What you are asked to do –
Could you print out every entry, character for character?

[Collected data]
▬▬▬
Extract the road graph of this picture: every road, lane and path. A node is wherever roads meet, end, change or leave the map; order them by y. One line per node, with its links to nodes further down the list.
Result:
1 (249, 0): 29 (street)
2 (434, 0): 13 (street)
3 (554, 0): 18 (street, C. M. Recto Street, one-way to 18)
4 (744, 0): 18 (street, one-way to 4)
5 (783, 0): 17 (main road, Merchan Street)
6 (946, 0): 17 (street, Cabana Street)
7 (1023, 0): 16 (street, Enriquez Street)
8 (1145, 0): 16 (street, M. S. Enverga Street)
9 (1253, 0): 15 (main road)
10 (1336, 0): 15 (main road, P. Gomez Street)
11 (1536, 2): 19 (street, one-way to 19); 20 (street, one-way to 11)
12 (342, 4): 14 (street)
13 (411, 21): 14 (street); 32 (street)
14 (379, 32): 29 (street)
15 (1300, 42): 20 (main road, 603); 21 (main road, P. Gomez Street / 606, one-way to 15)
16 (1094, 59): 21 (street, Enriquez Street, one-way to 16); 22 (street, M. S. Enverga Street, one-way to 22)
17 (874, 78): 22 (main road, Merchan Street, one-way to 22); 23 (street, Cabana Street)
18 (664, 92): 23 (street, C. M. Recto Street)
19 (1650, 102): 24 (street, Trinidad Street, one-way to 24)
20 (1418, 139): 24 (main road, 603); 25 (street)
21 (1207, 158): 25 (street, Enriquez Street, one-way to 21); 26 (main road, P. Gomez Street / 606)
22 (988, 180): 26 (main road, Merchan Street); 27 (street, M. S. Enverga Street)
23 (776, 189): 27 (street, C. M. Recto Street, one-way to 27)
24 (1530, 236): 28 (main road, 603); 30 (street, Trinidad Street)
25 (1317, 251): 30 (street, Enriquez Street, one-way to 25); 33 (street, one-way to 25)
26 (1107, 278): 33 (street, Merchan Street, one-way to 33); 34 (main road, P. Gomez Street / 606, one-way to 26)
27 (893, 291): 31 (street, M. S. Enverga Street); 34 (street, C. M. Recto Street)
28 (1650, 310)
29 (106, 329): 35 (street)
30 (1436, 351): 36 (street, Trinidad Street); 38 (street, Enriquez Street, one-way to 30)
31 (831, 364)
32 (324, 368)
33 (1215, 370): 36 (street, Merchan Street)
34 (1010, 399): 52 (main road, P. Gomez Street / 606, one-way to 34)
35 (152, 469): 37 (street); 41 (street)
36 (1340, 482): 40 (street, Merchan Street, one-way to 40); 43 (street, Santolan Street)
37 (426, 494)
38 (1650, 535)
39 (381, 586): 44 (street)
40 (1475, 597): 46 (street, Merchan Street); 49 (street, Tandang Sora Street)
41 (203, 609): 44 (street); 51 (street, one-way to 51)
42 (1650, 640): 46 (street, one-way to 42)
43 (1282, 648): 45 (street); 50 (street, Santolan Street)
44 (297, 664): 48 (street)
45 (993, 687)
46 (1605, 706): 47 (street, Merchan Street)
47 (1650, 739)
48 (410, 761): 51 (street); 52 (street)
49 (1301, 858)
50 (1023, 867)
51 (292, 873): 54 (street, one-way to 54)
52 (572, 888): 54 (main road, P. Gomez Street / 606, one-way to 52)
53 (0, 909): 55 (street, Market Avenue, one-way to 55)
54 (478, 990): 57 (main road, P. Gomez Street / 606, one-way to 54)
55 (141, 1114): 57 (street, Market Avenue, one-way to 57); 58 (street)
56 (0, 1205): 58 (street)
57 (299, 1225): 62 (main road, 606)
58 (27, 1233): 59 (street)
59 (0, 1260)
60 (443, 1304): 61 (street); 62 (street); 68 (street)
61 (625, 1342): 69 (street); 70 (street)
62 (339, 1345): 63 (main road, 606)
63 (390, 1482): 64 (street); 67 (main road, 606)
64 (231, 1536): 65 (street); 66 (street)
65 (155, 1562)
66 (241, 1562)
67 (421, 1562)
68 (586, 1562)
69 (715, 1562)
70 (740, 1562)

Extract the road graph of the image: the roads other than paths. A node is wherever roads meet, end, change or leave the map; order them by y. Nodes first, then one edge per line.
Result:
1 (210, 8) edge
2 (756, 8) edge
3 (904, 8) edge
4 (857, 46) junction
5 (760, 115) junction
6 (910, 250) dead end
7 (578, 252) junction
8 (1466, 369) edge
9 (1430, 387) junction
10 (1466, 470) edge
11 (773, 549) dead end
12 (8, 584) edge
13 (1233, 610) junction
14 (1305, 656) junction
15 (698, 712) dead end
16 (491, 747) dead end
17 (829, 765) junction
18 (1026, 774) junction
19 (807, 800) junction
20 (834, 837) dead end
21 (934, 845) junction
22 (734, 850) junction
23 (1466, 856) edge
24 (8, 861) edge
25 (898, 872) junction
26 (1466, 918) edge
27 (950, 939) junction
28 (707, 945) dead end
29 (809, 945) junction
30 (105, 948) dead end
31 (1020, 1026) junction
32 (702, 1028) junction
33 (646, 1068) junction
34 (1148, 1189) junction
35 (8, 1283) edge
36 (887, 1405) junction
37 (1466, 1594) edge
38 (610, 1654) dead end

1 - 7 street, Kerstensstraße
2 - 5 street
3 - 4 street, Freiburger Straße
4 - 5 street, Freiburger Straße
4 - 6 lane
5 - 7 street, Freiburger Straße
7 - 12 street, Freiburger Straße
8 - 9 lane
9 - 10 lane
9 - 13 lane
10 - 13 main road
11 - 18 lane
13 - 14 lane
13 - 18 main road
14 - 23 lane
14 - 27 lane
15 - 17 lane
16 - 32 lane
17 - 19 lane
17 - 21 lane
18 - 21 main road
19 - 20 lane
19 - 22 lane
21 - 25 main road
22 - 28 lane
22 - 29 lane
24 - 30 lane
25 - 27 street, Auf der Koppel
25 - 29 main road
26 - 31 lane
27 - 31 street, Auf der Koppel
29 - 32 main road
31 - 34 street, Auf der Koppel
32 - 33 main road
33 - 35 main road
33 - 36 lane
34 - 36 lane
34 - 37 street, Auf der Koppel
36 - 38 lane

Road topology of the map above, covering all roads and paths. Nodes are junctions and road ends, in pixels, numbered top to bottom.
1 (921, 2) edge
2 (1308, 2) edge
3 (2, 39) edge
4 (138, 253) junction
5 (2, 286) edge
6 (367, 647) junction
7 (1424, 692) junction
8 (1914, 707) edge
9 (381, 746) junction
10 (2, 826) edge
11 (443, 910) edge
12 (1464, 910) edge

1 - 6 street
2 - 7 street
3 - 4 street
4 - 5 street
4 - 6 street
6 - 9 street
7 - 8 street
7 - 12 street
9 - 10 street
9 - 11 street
▬▬▬
Answer section –
Extract the road graph of this picture: every road, lane and path. A node is wherever roads meet, end, change or leave the map; order them by y. One line per node, with its links to nodes further down the list.
Result:
1 (249, 0): 29 (street)
2 (434, 0): 13 (street)
3 (554, 0): 18 (street, C. M. Recto Street, one-way to 18)
4 (744, 0): 18 (street, one-way to 4)
5 (783, 0): 17 (main road, Merchan Street)
6 (946, 0): 17 (street, Cabana Street)
7 (1023, 0): 16 (street, Enriquez Street)
8 (1145, 0): 16 (street, M. S. Enverga Street)
9 (1253, 0): 15 (main road)
10 (1336, 0): 15 (main road, P. Gomez Street)
11 (1536, 2): 19 (street, one-way to 19); 20 (street, one-way to 11)
12 (342, 4): 14 (street)
13 (411, 21): 14 (street); 32 (street)
14 (379, 32): 29 (street)
15 (1300, 42): 20 (main road, 603); 21 (main road, P. Gomez Street / 606, one-way to 15)
16 (1094, 59): 21 (street, Enriquez Street, one-way to 16); 22 (street, M. S. Enverga Street, one-way to 22)
17 (874, 78): 22 (main road, Merchan Street, one-way to 22); 23 (street, Cabana Street)
18 (664, 92): 23 (street, C. M. Recto Street)
19 (1650, 102): 24 (street, Trinidad Street, one-way to 24)
20 (1418, 139): 24 (main road, 603); 25 (street)
21 (1207, 158): 25 (street, Enriquez Street, one-way to 21); 26 (main road, P. Gomez Street / 606)
22 (988, 180): 26 (main road, Merchan Street); 27 (street, M. S. Enverga Street)
23 (776, 189): 27 (street, C. M. Recto Street, one-way to 27)
24 (1530, 236): 28 (main road, 603); 30 (street, Trinidad Street)
25 (1317, 251): 30 (street, Enriquez Street, one-way to 25); 33 (street, one-way to 25)
26 (1107, 278): 33 (street, Merchan Street, one-way to 33); 34 (main road, P. Gomez Street / 606, one-way to 26)
27 (893, 291): 31 (street, M. S. Enverga Street); 34 (street, C. M. Recto Street)
28 (1650, 310)
29 (106, 329): 35 (street)
30 (1436, 351): 36 (street, Trinidad Street); 38 (street, Enriquez Street, one-way to 30)
31 (831, 364)
32 (324, 368)
33 (1215, 370): 36 (street, Merchan Street)
34 (1010, 399): 52 (main road, P. Gomez Street / 606, one-way to 34)
35 (152, 469): 37 (street); 41 (street)
36 (1340, 482): 40 (street, Merchan Street, one-way to 40); 43 (street, Santolan Street)
37 (426, 494)
38 (1650, 535)
39 (381, 586): 44 (street)
40 (1475, 597): 46 (street, Merchan Street); 49 (street, Tandang Sora Street)
41 (203, 609): 44 (street); 51 (street, one-way to 51)
42 (1650, 640): 46 (street, one-way to 42)
43 (1282, 648): 45 (street); 50 (street, Santolan Street)
44 (297, 664): 48 (street)
45 (993, 687)
46 (1605, 706): 47 (street, Merchan Street)
47 (1650, 739)
48 (410, 761): 51 (street); 52 (street)
49 (1301, 858)
50 (1023, 867)
51 (292, 873): 54 (street, one-way to 54)
52 (572, 888): 54 (main road, P. Gomez Street / 606, one-way to 52)
53 (0, 909): 55 (street, Market Avenue, one-way to 55)
54 (478, 990): 57 (main road, P. Gomez Street / 606, one-way to 54)
55 (141, 1114): 57 (street, Market Avenue, one-way to 57); 58 (street)
56 (0, 1205): 58 (street)
57 (299, 1225): 62 (main road, 606)
58 (27, 1233): 59 (street)
59 (0, 1260)
60 (443, 1304): 61 (street); 62 (street); 68 (street)
61 (625, 1342): 69 (street); 70 (street)
62 (339, 1345): 63 (main road, 606)
63 (390, 1482): 64 (street); 67 (main road, 606)
64 (231, 1536): 65 (street); 66 (street)
65 (155, 1562)
66 (241, 1562)
67 (421, 1562)
68 (586, 1562)
69 (715, 1562)
70 (740, 1562)

Extract the road graph of the image: the roads other than paths. A node is wherever roads meet, end, change or leave the map; order them by y. Nodes first, then one edge per line.
Result:
1 (210, 8) edge
2 (756, 8) edge
3 (904, 8) edge
4 (857, 46) junction
5 (760, 115) junction
6 (910, 250) dead end
7 (578, 252) junction
8 (1466, 369) edge
9 (1430, 387) junction
10 (1466, 470) edge
11 (773, 549) dead end
12 (8, 584) edge
13 (1233, 610) junction
14 (1305, 656) junction
15 (698, 712) dead end
16 (491, 747) dead end
17 (829, 765) junction
18 (1026, 774) junction
19 (807, 800) junction
20 (834, 837) dead end
21 (934, 845) junction
22 (734, 850) junction
23 (1466, 856) edge
24 (8, 861) edge
25 (898, 872) junction
26 (1466, 918) edge
27 (950, 939) junction
28 (707, 945) dead end
29 (809, 945) junction
30 (105, 948) dead end
31 (1020, 1026) junction
32 (702, 1028) junction
33 (646, 1068) junction
34 (1148, 1189) junction
35 (8, 1283) edge
36 (887, 1405) junction
37 (1466, 1594) edge
38 (610, 1654) dead end

1 - 7 street, Kerstensstraße
2 - 5 street
3 - 4 street, Freiburger Straße
4 - 5 street, Freiburger Straße
4 - 6 lane
5 - 7 street, Freiburger Straße
7 - 12 street, Freiburger Straße
8 - 9 lane
9 - 10 lane
9 - 13 lane
10 - 13 main road
11 - 18 lane
13 - 14 lane
13 - 18 main road
14 - 23 lane
14 - 27 lane
15 - 17 lane
16 - 32 lane
17 - 19 lane
17 - 21 lane
18 - 21 main road
19 - 20 lane
19 - 22 lane
21 - 25 main road
22 - 28 lane
22 - 29 lane
24 - 30 lane
25 - 27 street, Auf der Koppel
25 - 29 main road
26 - 31 lane
27 - 31 street, Auf der Koppel
29 - 32 main road
31 - 34 street, Auf der Koppel
32 - 33 main road
33 - 35 main road
33 - 36 lane
34 - 36 lane
34 - 37 street, Auf der Koppel
36 - 38 lane

Road topology of the map above, covering all roads and paths. Nodes are junctions and road ends, in pixels, numbered top to bottom.
1 (921, 2) edge
2 (1308, 2) edge
3 (2, 39) edge
4 (138, 253) junction
5 (2, 286) edge
6 (367, 647) junction
7 (1424, 692) junction
8 (1914, 707) edge
9 (381, 746) junction
10 (2, 826) edge
11 (443, 910) edge
12 (1464, 910) edge

1 - 6 street
2 - 7 street
3 - 4 street
4 - 5 street
4 - 6 street
6 - 9 street
7 - 8 street
7 - 12 street
9 - 10 street
9 - 11 street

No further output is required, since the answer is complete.